SAS makes it easy to produce point estimates from weighted datasets. All you have to do is include a
WEIGHT statement in your procedure code where you specify the variable holding the weights.
However, the weight statement does not affect standard errors, confidence intervals, or other measures
of variability. This is where you can get into trouble. Standard errors calculated using methods
appropriate to simple random samples will underestimate the standard errors of complex samples. In
other words, if you take the variances or confidence intervals at face value, you will be overconfident
about the estimates and less aware of the expected range in your data. You will be tempted to judge
differences as statistically significant, when they are not.

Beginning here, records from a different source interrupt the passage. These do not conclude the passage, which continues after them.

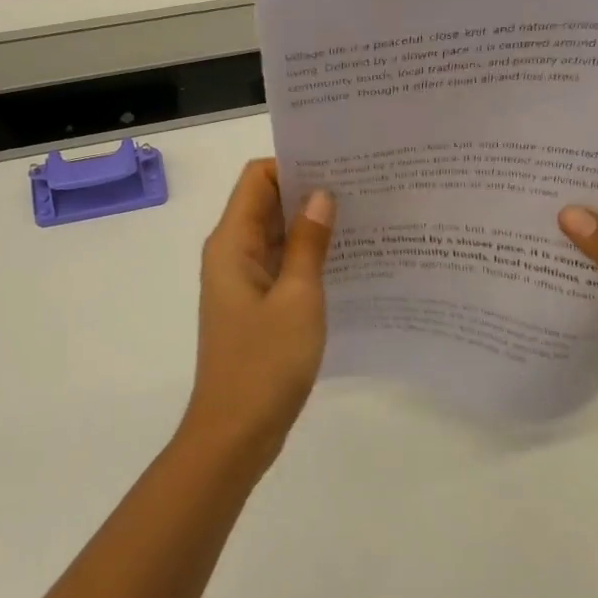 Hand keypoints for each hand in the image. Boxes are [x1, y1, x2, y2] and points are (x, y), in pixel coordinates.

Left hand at [182, 159, 334, 465]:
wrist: (235, 434)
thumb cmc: (265, 363)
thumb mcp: (297, 298)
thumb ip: (308, 243)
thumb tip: (320, 194)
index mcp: (233, 243)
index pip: (257, 178)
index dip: (294, 164)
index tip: (340, 166)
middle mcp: (232, 254)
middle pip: (267, 203)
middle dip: (309, 192)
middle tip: (364, 188)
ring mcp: (243, 282)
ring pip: (277, 236)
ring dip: (312, 227)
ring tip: (365, 218)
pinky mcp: (256, 307)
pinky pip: (282, 267)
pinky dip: (308, 258)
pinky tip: (347, 261)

It appears that you did not understand what the simple random sample (SRS) included in the discussion above mentions.

Nothing in that says the P-value or OR or limits aren't to be used. It says that you cannot apply the approach typical with a SRS of using a point estimate plus/minus  a test statistic times some values. The test statistic, such as a normal, is using the variance as part of that. However it is going to use a single value of variance if you use the reported summary statistics. Which will generally be smaller than that using the complex sample information. So you use the tools in the survey procedure if the data has a complex sample. Which is why the options are there to provide sample design characteristics and why some options are incompatible with some sample designs. Also the typical introductory statistics class methods assume that your sample is from an infinite population and if your sample design information is done properly it will adjust for finite populations.